Stored data entries

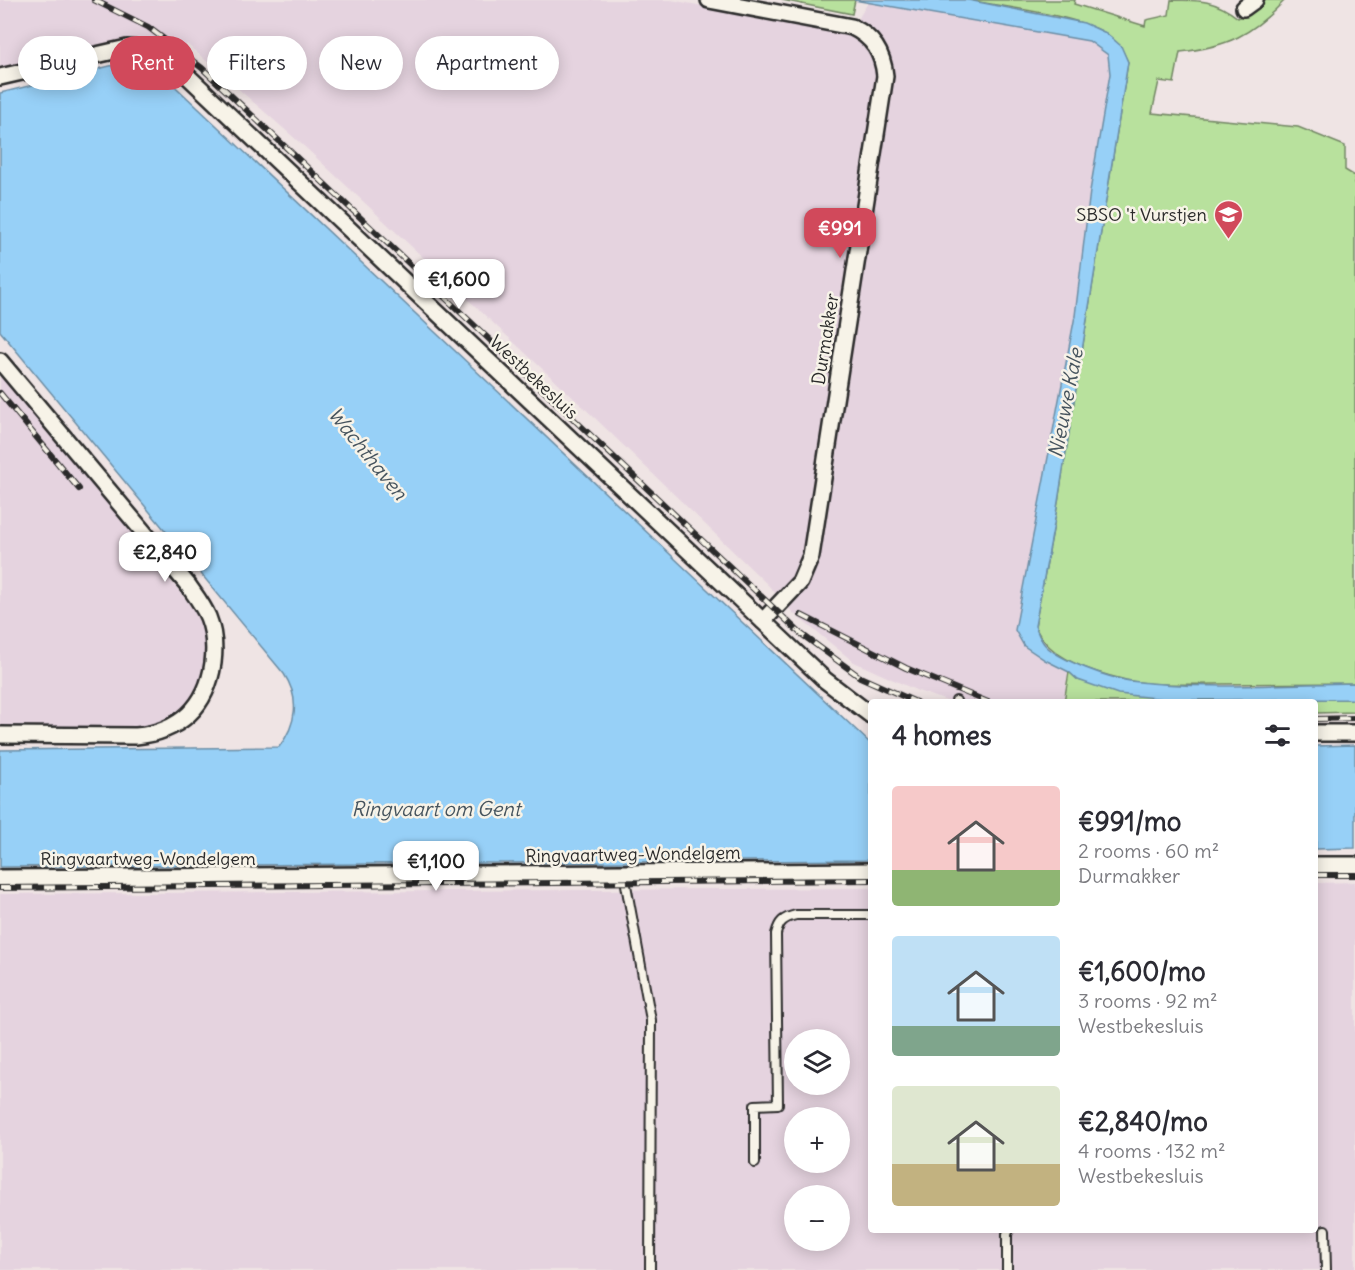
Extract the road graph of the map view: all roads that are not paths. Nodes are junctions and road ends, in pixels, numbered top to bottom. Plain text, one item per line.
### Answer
1 (709, 0) edge
2 (0, 77) edge
3 (0, 360) edge
4 (763, 621) junction
5 (868, 713) edge
6 (1318, 733) edge
7 (1355, 733) edge
8 (0, 735) edge
9 (1318, 865) edge
10 (1355, 865) edge
11 (868, 871) edge
12 (624, 874) junction
13 (0, 878) edge
14 (868, 915) edge
15 (755, 1163) dead end
16 (1325, 1230) dead end
17 (1008, 1233) edge
18 (650, 1270) edge
19 (1007, 1270) edge
20 (1326, 1270) edge

1 - 4 street, Durmakker
2 - 4 street, Westbekesluis
3 - 8 street
4 - 5 street, Westbekesluis
6 - 7 street
9 - 10 street
11 - 12 street, Ringvaartweg-Wondelgem
12 - 13 street, Ringvaartweg-Wondelgem
12 - 18 lane
14 - 15 lane
16 - 20 lane
17 - 19 lane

- _How to complete this task_
Your reply should consist of the data, transcribed exactly, and should hold no pictures.

- _Written response_
Extract the road graph of the map view: all roads that are not paths. Nodes are junctions and road ends, in pixels, numbered top to bottom. Plain text, one item per line.
### Answer
1 (709, 0) edge
2 (0, 77) edge
3 (0, 360) edge
4 (763, 621) junction
5 (868, 713) edge
6 (1318, 733) edge
7 (1355, 733) edge
8 (0, 735) edge
9 (1318, 865) edge
10 (1355, 865) edge
11 (868, 871) edge
12 (624, 874) junction
13 (0, 878) edge
14 (868, 915) edge
15 (755, 1163) dead end
16 (1325, 1230) dead end
17 (1008, 1233) edge
18 (650, 1270) edge
19 (1007, 1270) edge
20 (1326, 1270) edge

1 - 4 street, Durmakker
2 - 4 street, Westbekesluis
3 - 8 street
4 - 5 street, Westbekesluis
6 - 7 street
9 - 10 street
11 - 12 street, Ringvaartweg-Wondelgem
12 - 13 street, Ringvaartweg-Wondelgem
12 - 18 lane
14 - 15 lane
16 - 20 lane
17 - 19 lane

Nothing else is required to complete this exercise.